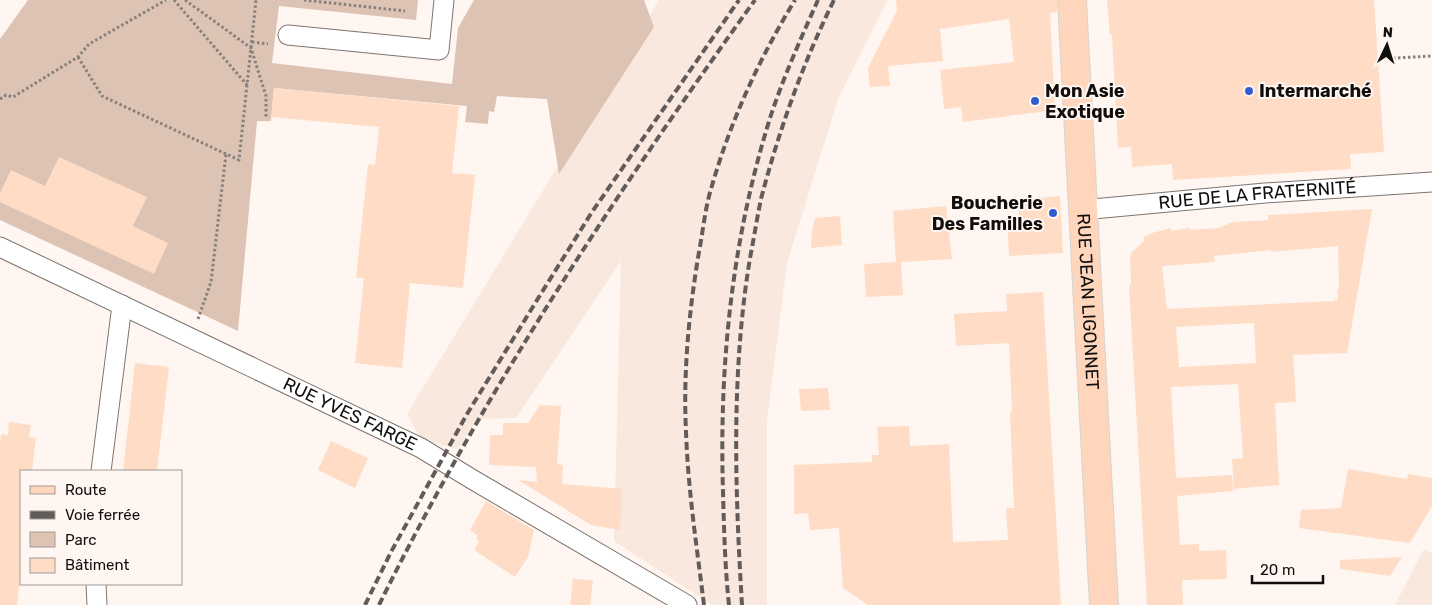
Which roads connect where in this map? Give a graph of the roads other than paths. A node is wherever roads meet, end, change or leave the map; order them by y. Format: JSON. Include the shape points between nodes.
{"nodes":[{"id":1,"x":444,"y":0,"type":"edge"},
{"id":2,"x":1072,"y":0,"type":"edge"},
{"id":3,"x":288,"y":35,"type":"dead end"},
{"id":4,"x":1432,"y":182,"type":"edge"},
{"id":5,"x":1082,"y":210,"type":"junction"},
{"id":6,"x":0,"y":247,"type":"edge"},
{"id":7,"x":122,"y":305,"type":"junction"},
{"id":8,"x":101,"y":470,"type":"edge"},
{"id":9,"x":96,"y":585,"type":"edge"},
{"id":10,"x":97,"y":605,"type":"edge"},
{"id":11,"x":687,"y":605,"type":"edge"},
{"id":12,"x":1104,"y":605,"type":"edge"}],
"edges":[{"from":1,"to":3,"type":"street","via":[[439,50]]},
{"from":2,"to":5,"type":"main road","name":"RUE JEAN LIGONNET"},
{"from":4,"to":5,"type":"street","name":"RUE DE LA FRATERNITÉ"},
{"from":5,"to":12,"type":"main road","name":"RUE JEAN LIGONNET"},
{"from":6,"to":7,"type":"street","name":"RUE YVES FARGE"},
{"from":7,"to":8,"type":"street"},
{"from":7,"to":11,"type":"street","name":"RUE YVES FARGE","via":[[421,448]]},
{"from":9,"to":10,"type":"street"}]}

__________________________________________________

» Task details
All of the entries above should be copied exactly, with the images left out.

» Response to the exercise
Which roads connect where in this map? Give a graph of the roads other than paths. A node is wherever roads meet, end, change or leave the map; order them by y. Format: JSON. Include the shape points between nodes.
{"nodes":[{"id":1,"x":444,"y":0,"type":"edge"},
{"id":2,"x":1072,"y":0,"type":"edge"},
{"id":3,"x":288,"y":35,"type":"dead end"},
{"id":4,"x":1432,"y":182,"type":"edge"},
{"id":5,"x":1082,"y":210,"type":"junction"},
{"id":6,"x":0,"y":247,"type":"edge"},
{"id":7,"x":122,"y":305,"type":"junction"},
{"id":8,"x":101,"y":470,"type":"edge"},
{"id":9,"x":96,"y":585,"type":"edge"},
{"id":10,"x":97,"y":605,"type":"edge"},
{"id":11,"x":687,"y":605,"type":"edge"},
{"id":12,"x":1104,"y":605,"type":"edge"}],
"edges":[{"from":1,"to":3,"type":"street","via":[[439,50]]},
{"from":2,"to":5,"type":"main road","name":"RUE JEAN LIGONNET"},
{"from":4,"to":5,"type":"street","name":"RUE DE LA FRATERNITÉ"},
{"from":5,"to":12,"type":"main road","name":"RUE JEAN LIGONNET"},
{"from":6,"to":7,"type":"street","name":"RUE YVES FARGE"},
{"from":7,"to":8,"type":"street"},
{"from":7,"to":11,"type":"street","name":"RUE YVES FARGE","via":[[421,448]]},
{"from":9,"to":10,"type":"street"}]}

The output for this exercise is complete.